Regular health check outages lasting only a few seconds

We have a Rails app running as a Web Service. The last few weeks we’ve been getting short outage notifications from Freshping, as well as a couple of users reporting seeing the Cloudflare page.

This is how the last 3 months looks in the Freshping summary. We only deployed in July, but July is as clear as August.

This isn’t causing any major issues yet, but it’s concerning. Any ideas or pointers would be great.

1 Like

Hi Colin,

Can you share which services had these failures so we can take a closer look?

Hi Tyler,

Thanks for the response. The service is called pba-rails-production-web. Around the time I posted the original message I also set up monitoring on a staging environment. Neither are showing outages since then so far.

Just had another short outage, only a few seconds

I’m also experiencing a similar pattern that I have been investigating. During these incidents from what I can tell having added a lot of monitoring to our stack, networking on render.com becomes unstable. This manifests as Cloudflare 502 errors to users and networking connection errors in our application.

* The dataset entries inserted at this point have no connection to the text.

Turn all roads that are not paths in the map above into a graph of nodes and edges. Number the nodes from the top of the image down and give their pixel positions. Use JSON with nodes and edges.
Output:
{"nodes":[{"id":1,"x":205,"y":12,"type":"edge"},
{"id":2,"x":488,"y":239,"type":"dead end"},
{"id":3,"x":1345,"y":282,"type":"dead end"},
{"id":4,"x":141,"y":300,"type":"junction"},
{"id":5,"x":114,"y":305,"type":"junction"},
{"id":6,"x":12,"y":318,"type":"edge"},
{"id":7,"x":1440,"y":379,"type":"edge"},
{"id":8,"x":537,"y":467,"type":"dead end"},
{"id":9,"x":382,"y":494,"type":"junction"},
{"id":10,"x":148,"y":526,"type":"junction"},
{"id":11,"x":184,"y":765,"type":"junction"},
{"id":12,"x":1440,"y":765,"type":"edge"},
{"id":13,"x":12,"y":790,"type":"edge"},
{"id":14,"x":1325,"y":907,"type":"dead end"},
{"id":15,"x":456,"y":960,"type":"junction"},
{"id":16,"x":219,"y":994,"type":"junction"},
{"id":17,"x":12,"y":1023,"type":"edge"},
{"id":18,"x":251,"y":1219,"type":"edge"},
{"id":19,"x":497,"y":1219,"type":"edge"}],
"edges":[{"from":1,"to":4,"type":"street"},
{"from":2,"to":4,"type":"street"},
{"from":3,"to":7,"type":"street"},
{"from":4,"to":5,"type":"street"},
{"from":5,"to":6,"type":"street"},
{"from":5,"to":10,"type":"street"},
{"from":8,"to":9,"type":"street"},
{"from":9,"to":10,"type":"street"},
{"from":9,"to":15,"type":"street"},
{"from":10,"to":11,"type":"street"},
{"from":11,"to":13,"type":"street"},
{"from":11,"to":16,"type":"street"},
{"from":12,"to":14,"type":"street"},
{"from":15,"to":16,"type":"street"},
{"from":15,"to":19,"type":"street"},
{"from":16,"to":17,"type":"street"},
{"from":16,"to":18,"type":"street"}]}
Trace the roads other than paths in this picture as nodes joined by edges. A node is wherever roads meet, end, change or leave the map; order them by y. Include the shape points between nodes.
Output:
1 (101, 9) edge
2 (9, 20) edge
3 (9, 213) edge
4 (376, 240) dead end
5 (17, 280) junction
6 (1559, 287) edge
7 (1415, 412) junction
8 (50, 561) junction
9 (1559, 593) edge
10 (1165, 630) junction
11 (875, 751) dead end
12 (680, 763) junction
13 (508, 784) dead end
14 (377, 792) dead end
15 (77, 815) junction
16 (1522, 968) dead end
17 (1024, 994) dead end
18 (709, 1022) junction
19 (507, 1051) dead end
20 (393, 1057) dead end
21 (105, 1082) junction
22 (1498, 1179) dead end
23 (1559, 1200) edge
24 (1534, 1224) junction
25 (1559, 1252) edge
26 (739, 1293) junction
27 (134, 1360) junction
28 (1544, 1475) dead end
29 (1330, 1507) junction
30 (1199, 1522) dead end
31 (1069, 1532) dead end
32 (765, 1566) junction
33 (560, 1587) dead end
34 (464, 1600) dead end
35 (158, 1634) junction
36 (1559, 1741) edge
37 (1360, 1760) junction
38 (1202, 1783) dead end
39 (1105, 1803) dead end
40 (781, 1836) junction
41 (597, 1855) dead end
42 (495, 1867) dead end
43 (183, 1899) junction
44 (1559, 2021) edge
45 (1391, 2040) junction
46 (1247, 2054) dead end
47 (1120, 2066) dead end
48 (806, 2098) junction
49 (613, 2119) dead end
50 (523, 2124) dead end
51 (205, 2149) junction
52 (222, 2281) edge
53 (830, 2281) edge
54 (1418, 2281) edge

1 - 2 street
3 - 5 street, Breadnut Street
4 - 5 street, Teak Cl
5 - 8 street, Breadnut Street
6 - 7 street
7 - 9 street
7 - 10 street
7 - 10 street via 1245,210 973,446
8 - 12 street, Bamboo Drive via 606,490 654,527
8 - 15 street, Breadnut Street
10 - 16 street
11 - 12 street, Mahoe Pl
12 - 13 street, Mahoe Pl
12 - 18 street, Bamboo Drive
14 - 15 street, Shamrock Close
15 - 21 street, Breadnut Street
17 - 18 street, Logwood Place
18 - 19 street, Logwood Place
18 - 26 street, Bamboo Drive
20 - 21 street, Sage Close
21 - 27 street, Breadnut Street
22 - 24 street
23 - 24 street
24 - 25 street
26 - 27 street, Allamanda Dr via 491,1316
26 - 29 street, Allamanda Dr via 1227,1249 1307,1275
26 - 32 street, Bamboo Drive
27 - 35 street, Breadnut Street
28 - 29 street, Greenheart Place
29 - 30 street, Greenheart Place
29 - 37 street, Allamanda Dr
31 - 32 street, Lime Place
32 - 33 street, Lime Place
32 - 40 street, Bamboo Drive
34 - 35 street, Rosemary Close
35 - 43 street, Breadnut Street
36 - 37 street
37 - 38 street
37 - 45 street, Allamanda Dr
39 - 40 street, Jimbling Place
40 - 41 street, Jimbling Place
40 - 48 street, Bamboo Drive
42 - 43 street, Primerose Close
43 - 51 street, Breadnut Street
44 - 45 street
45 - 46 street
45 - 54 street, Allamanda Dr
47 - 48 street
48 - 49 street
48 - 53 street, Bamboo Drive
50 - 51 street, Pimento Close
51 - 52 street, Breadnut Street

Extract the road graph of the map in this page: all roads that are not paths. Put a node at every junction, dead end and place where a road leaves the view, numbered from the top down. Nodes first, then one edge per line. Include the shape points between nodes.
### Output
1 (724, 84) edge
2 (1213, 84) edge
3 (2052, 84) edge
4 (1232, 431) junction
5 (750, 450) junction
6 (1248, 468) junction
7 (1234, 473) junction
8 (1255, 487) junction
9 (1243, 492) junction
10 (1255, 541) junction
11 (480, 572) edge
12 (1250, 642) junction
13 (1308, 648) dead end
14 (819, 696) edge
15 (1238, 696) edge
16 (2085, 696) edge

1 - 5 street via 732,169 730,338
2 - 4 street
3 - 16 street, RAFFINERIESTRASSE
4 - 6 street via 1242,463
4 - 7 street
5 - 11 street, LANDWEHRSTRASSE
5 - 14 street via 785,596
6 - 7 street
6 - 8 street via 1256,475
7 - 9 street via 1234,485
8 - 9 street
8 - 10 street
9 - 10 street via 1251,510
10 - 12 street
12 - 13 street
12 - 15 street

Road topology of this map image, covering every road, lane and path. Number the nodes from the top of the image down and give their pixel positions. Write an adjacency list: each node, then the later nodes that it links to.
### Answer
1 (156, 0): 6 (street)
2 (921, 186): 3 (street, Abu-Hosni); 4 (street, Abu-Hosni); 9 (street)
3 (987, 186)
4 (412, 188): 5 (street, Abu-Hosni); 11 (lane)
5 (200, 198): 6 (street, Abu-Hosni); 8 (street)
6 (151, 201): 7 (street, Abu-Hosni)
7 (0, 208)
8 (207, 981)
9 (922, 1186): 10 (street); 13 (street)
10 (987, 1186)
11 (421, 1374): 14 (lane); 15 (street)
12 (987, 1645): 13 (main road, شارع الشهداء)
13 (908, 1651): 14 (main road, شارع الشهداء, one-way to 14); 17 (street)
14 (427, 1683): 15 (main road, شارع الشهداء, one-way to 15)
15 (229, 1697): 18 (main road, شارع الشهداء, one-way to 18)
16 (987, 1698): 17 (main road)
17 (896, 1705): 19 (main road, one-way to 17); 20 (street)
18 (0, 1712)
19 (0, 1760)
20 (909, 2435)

In the incidents I’ve got telemetry for, my processes on render.com are unable to connect to other network services both inside my application’s private network and outside of it like rollbar.com.

I have a theory that it’s a TCP issue as UDP log events seem to not be impacted – since logtail.com events detailing the networking failures are still delivered. I’m not sure about that last bit – it’s sort of dependent on how the logsink works internally to render.com.

It’s particularly frustrating that I opened a ticket about this issue on October 15th but it still shows up as “unread” in intercom.

My service is daisychain-production and we’re running in the Frankfurt region.

We reported this same issue (in the Frankfurt region) to Render on July 13th via this forum: Daily web services outages in Frankfurt region.
After mentioning DDOS attacks, they told us they had implemented a “fix” and performed infrastructure upgrades in late July/early August. It did not fix the outages.

On August 23rd we emailed support@render.com (ticket #18792) as requested by @John_B and @al_ps. After providing them with details about every incident we had, and arguing to convince them that those outages were not due to load spikes or issues on our end, they finally admitted on September 30th that

a critical system component was unavailable: when failover occurred, some services were unreachable

On October 7th, they told us that it was fixed:

Yes, the root case is fixed now. With increased redundancy, any underlying machine failure will not make the system service unavailable. It still can happen if all machines are failed (for example, data center outage), but the chance is very low.

Sadly, the outages are still happening: we saw no improvements on our web services, quite the opposite to be honest. On October 12th, during 20 minutes almost all of our web services responded with 502 errors. Despite emails about every incident, we have had no news from support@render.com since then.

We migrated services from Heroku to Render in early May, and we have been experiencing those outages on our web services ever since. We have been reporting those for more than 3 months now, but they still have not found the root cause.

@Nathan_Woodhull @colinagile good luck! There are more and more reports about similar outages (e.g. by @jnns here, by @jerin_ceo here, by @Merovex here), so maybe Render will become aware of the seriousness of this issue.

The lack of communication is of course concerning. The fact that the Render status page never reports any of those 502 outages although they have been acknowledged by the support is disappointing.

4 Likes

It’s now been four days since I opened the support ticket. It’s still shows up as “unread” in intercom.

There’s a half dozen customers on this forum with similar issues and no acknowledgment from the Render team.

I tried emailing sales to ask about signing up for premium support but did not receive a response on that front either.

I’m feeling a bit lost and confused by the silence.

Thanks for the other replies, and it’s concerning that it seems to be widespread and not getting enough attention. We also migrated from Heroku (in July), hoping for a better experience, and it really has been, so hopefully the issues will be sorted before we start to lose faith

Hi all, we appreciate all your patience as we sort out the various issues that have been affecting your services. The difficulty here is that there aren’t any specific trends as of yet that can address every unique case, but we will work with each of you to investigate and resolve the outages you are experiencing as best we can.

@colinagile I took a look at your service and was able to confirm a few 502 responses from your healthcheck path in the past month. Would you be able to provide us with a Cloudflare Ray Id so we can investigate further? If you can send that to support@render.com and mention this thread that would be very helpful.

Thanks Tyler, the ID has been sent. FWIW, there haven’t been any outages in the last 6 days.

Just to let anyone watching the thread know, the issue looks to have been resolved. After the last message shown here, I’ve had a few email exchanges, so Render have been following up. The issue was a load balancer config issue which was fixed on the 19th, which lines up with the fact we haven’t had any outages since then.

Thanks for the help.

3 Likes

We are also seeing a lot of small outages in the Oregon region with no apparent cause.
We tried bumping the number of instances but it did not help at all.

This topic was automatically closed 30 days after the last reply. New replies are no longer allowed.